I got one more kill, a high-deflection shot. There was nothing special about it; I was throwing a lot of garbage-quality shots at a damaged Blood Dragon and he flew into one of them rather than managing to pick his way through. Pure luck; good for me, bad for him. The Dragons disappeared back into the mists. The Chrysanthemums took a moment longer, losing another Hawk to the combined fire of Sachiko and Tsukinoyo. The two had an oddly good-natured disagreement about who got the killshot.
Sakura Flight off the Matsumoto met us before we recrossed the Gap and shepherded us and the gunboat home. Sachiko told them, with relish, how I had gotten three Blood Dragon kills. Kazuo confirmed it to them. Apparently this is a deal; three is the most Blood Dragons anyone has ever downed in a single sortie, something only two of the Matsumoto's pilots have achieved before.
I was modest. That didn't seem to help.
Working out of the Essex there was a vague sense of comradery among the pilots. Working out of the Matsumoto, flying with these Kusari Naval Forces pilots, it's not vague. It's a physical force; something that hit me like a supertransport at cruise as I dismounted on landing. A dozen flight line crew swarmed over my ship the moment I was engines-off, checking for damage and starting rearm and refuel. The other ships of Hiei Flight were undergoing similar treatment. I got an equal dozen well-wishes in both Kusari and English. Before I made it six steps away from the ship, some Kusari Naval Forces pilot I didn't recognize grabbed my right hand and held it aloft. "Gaishou isshoku! Trent!"
And god strike me dead, they all started chanting. Tsukinoyo was giving me this big grin at my obvious confusion, but...you're in a crowd, chanting your name. It's impossible not to get swept up. I defy any human to be unmoved by this situation.

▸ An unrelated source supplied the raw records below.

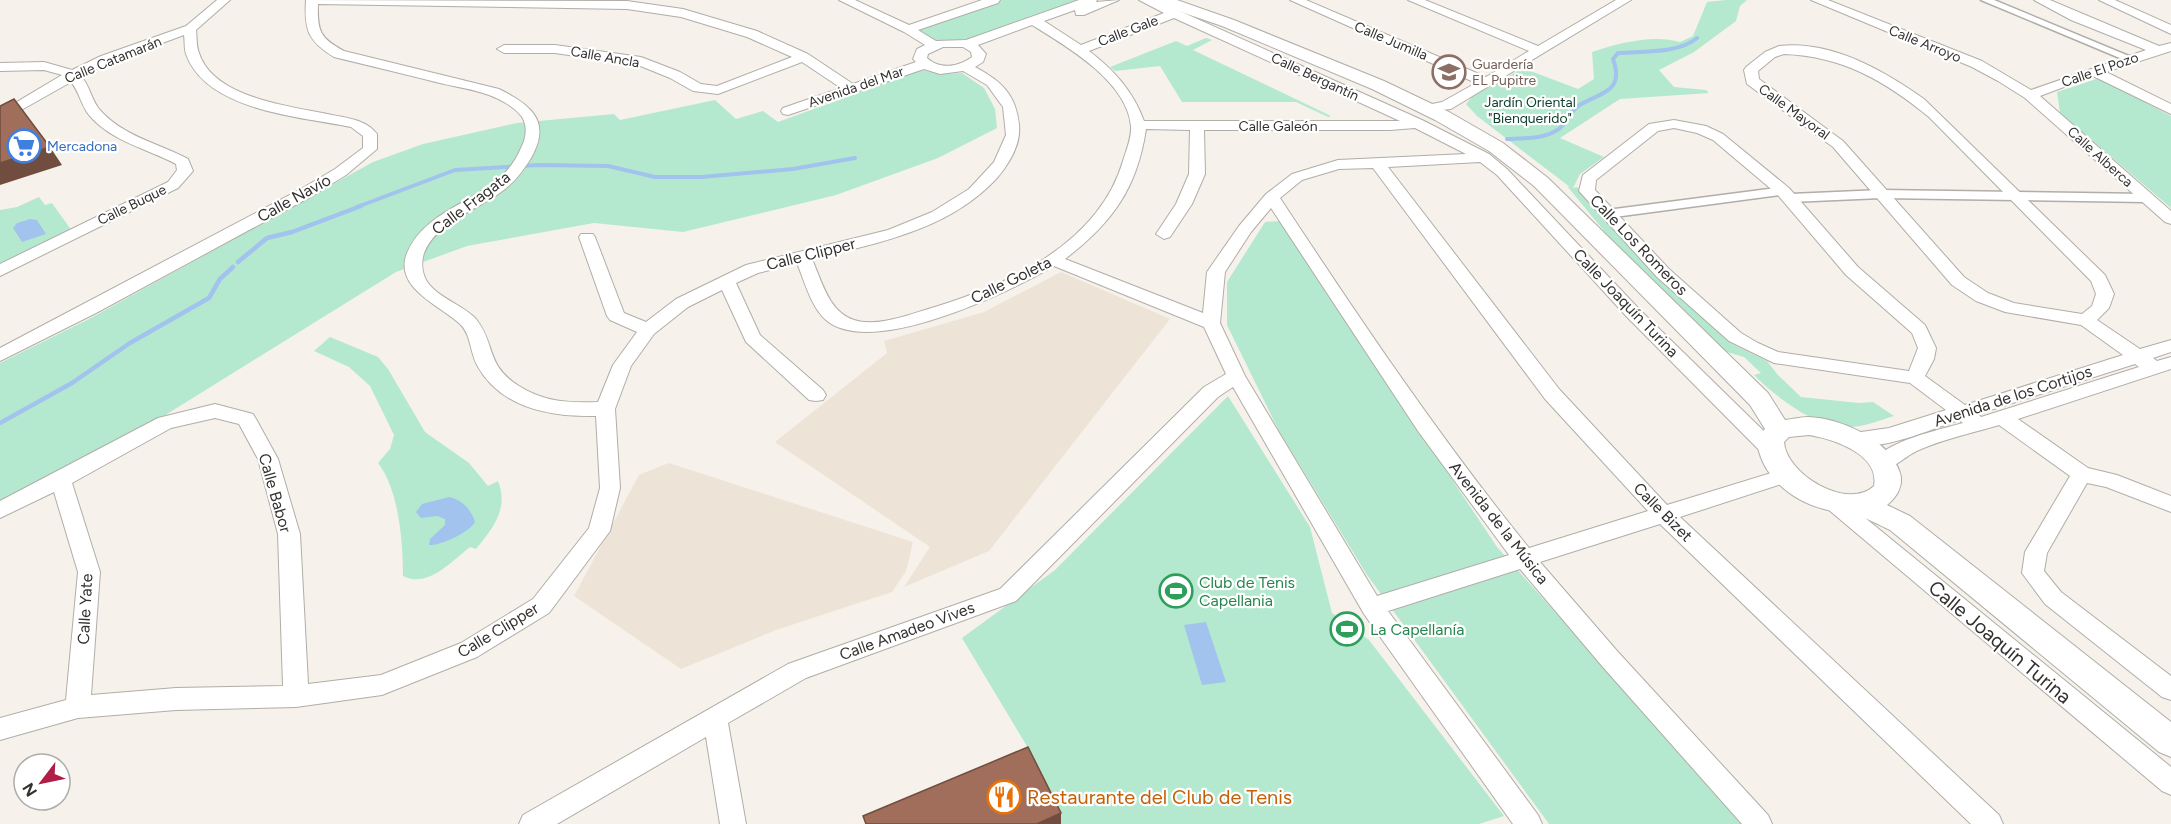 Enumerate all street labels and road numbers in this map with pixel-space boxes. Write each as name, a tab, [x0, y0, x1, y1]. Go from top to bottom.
street label: Calle Gale	[1096, 12, 1161, 50]
street label: Calle Jumilla	[1352, 18, 1430, 64]
street label: Calle Arroyo	[1886, 22, 1964, 66]
street label: Calle Catamarán	[62, 33, 164, 87]
street label: Calle Ancla	[569, 43, 641, 71]
street label: Calle Bergantín	[1268, 49, 1362, 105]
street label: Calle El Pozo	[2059, 49, 2141, 91]
street label: Avenida del Mar	[806, 63, 906, 111]
street label: Calle Mayoral	[1755, 81, 1833, 143]
street label: Calle Galeón	[1239, 118, 1318, 135]
street label: Calle Alberca	[2064, 123, 2136, 191]
street label: Calle Fragata	[428, 167, 514, 239]
street label: Calle Navío	[254, 170, 334, 226]
street label: Calle Buque	[95, 181, 169, 229]
street label: Calle Los Romeros	[1586, 191, 1692, 299]
street label: Calle Clipper	[764, 234, 858, 274]
street label: Calle Joaquín Turina	[1569, 245, 1683, 361]
street label: Calle Goleta	[968, 252, 1054, 308]
street label: Avenida de los Cortijos	[1932, 361, 2094, 431]
street label: Calle Babor	[255, 451, 296, 535]
street label: Avenida de la Música	[1445, 458, 1553, 588]
street label: Calle Bizet	[1630, 479, 1696, 545]
street label: Calle Yate	[74, 573, 96, 645]
street label: Calle Joaquín Turina	[1924, 575, 2076, 709]
street label: Calle Clipper	[454, 598, 543, 662]
street label: Calle Amadeo Vives	[837, 598, 977, 664]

A couple of hours later, in the bar, things had wound down. Kazuo was nowhere to be seen now, he apparently wasn't a drinker. I'd started my stay in Kusari pretty diffident about sake, but by now I was wondering if anyplace in Leeds or Manhattan stocked it. I didn't think I was actually drunk, but I can't swear to it. I was flirting with Tsuki, as she insisted I call her now, and she was flirting back. Sachiko looked mildly jealous and started flirting as well, and rather than a catfight I ended up seeing Tsuki practically invite her to join us.

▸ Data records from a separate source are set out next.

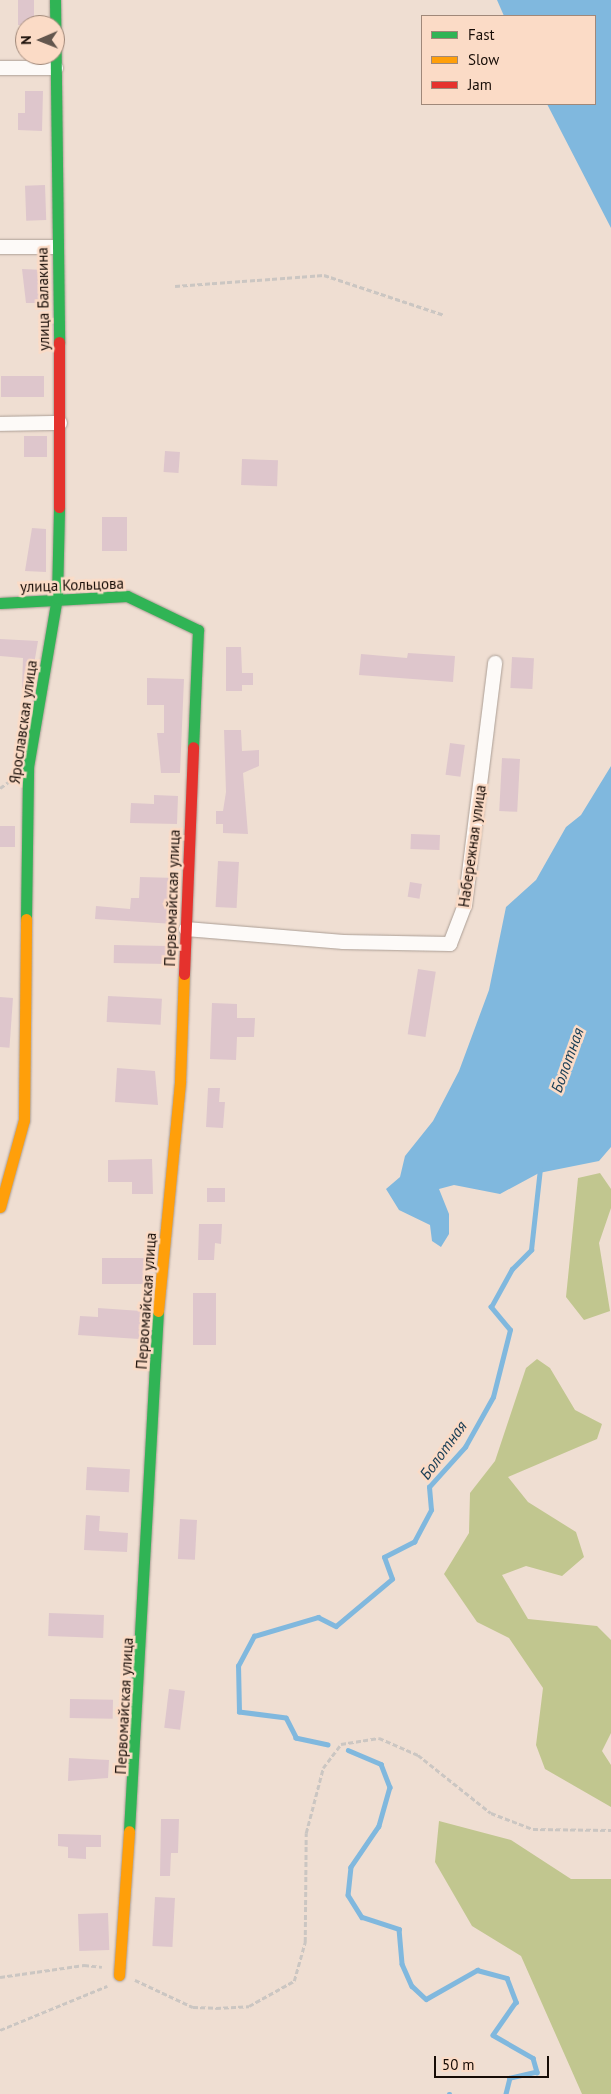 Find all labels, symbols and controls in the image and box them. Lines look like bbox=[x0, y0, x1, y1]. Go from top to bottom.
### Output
north arrow bbox=[15, 15, 65, 65]
legend bbox=[421, 15, 596, 105]
text: Fast bbox=[468, 25, 495, 44]
text: N bbox=[17, 35, 35, 45]
text: Slow bbox=[468, 50, 499, 69]
text: Jam bbox=[468, 75, 492, 94]
street label: улица Балакина bbox=[33, 247, 53, 351]
street label: улица Кольцова bbox=[20, 574, 124, 596]
street label: Ярославская улица bbox=[5, 659, 41, 785]
street label: Набережная улица bbox=[454, 784, 490, 908]
street label: Первомайская улица bbox=[161, 829, 183, 967]
water label: Болотная bbox=[546, 1025, 588, 1095]
street label: Первомайская улица bbox=[132, 1232, 160, 1370]
water label: Болотная bbox=[415, 1417, 471, 1483]
street label: Первомайская улица bbox=[111, 1637, 137, 1775]
scale bar bbox=[436, 2046, 551, 2078]
text: 50 m bbox=[442, 2055, 475, 2074] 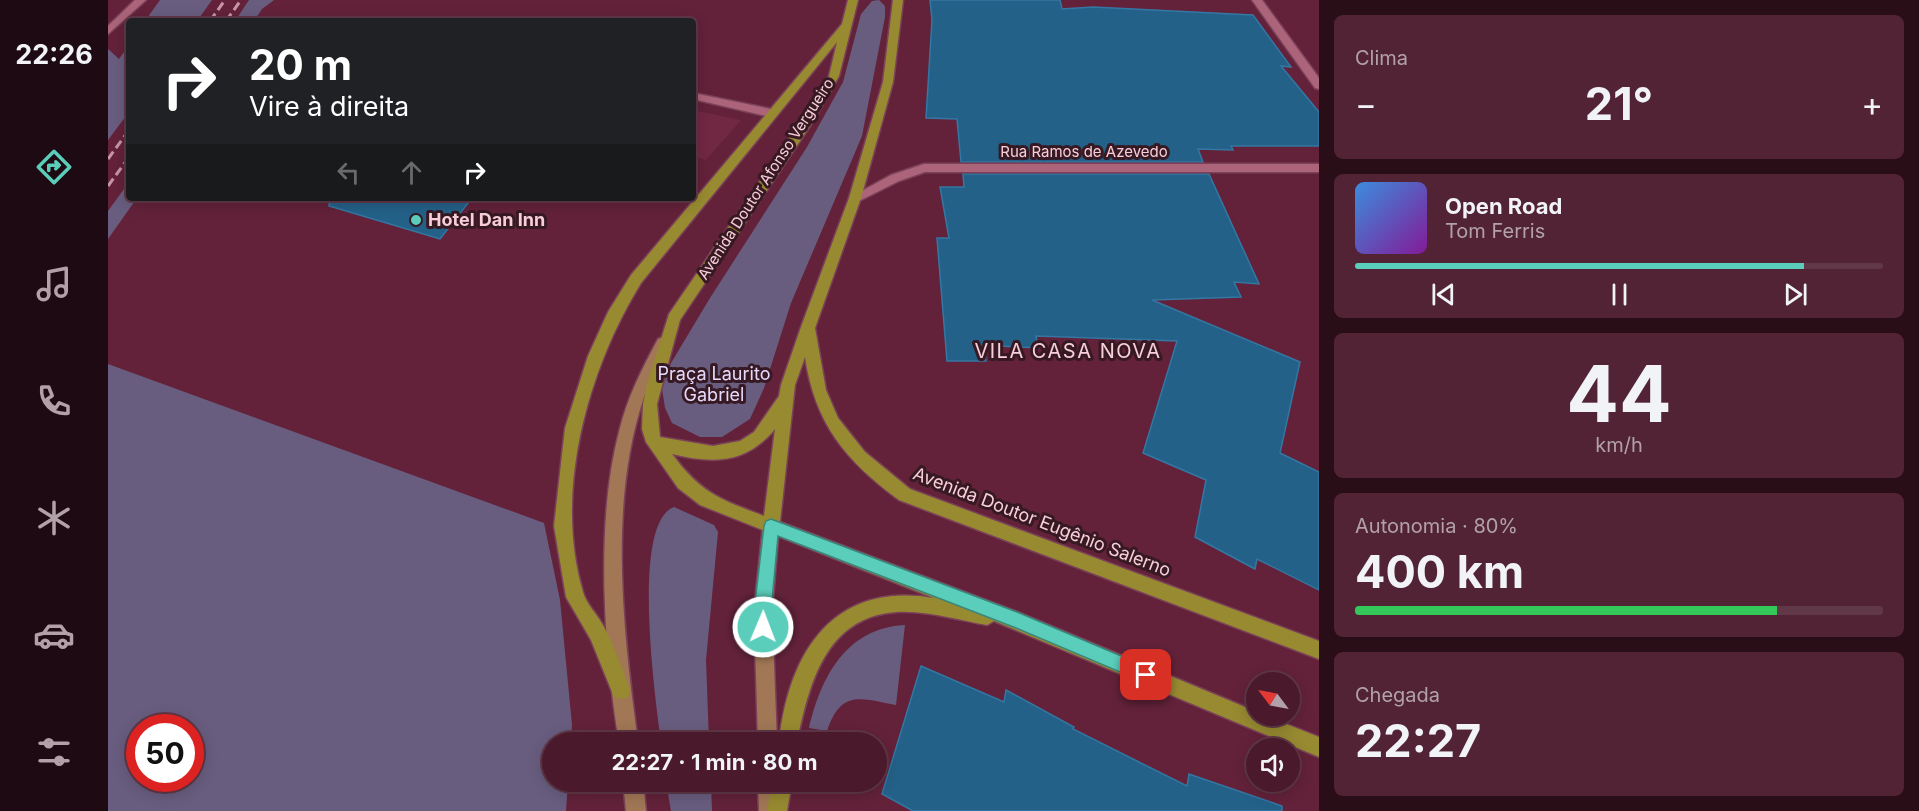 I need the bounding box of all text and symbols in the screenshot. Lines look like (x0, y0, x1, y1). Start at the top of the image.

It was at that point I decided I probably was drunk and made my excuses to retire for the evening.
I scrambled six hours later with a minor hangover. The Matsumoto was under attack. A proper hot launch from a Kusari battleship is impossible because of where the landing bay is positioned; this protects a weak point against damage but requires a launching fighter to immediately reorient exiting the bay before going to full power and hitting burners. This makes scrambling dangerous, because you can get blasted hanging there.

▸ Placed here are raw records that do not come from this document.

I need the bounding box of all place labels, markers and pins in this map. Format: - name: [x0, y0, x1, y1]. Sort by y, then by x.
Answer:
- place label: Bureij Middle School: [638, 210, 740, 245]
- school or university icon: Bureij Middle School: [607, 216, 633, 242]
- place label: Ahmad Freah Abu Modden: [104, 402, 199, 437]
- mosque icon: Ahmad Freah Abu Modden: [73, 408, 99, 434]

I very nearly did, though not in the way I expected. An errant torpedo nearly hit me; there were two wings of Navy Dragons in the air trying to stop upwards of two dozen Golden Chrysanthemum Hawks. It wasn't going well; the Hawks were dodging the Navy pilots and seemed more focused on trying to put torpedoes into the Matsumoto's thick hide. Putting a torpedo launcher a Hawk is a bitch of work, since it's a light fighter, but it can be done. I went after the one that launched the torpedo and managed to blast them, then came about to cover Tsuki as she launched. She went straight into it with a pair of Hawks, leaving me to cover Sachiko and Kazuo. Kazuo actually thanked me for it, and then went roaring into a cloud of Golden Chrysanthemum reinforcements followed by Sachiko, so I went to help out Tsuki. We got four or five kills; another good-natured argument with a pair of Navy pilots from Nagara Flight about that last one. The Chrysanthemums retreated after losing a dozen and a half ships, and hit the Matsumoto only once; a torpedo forward stopped by the ship's armor.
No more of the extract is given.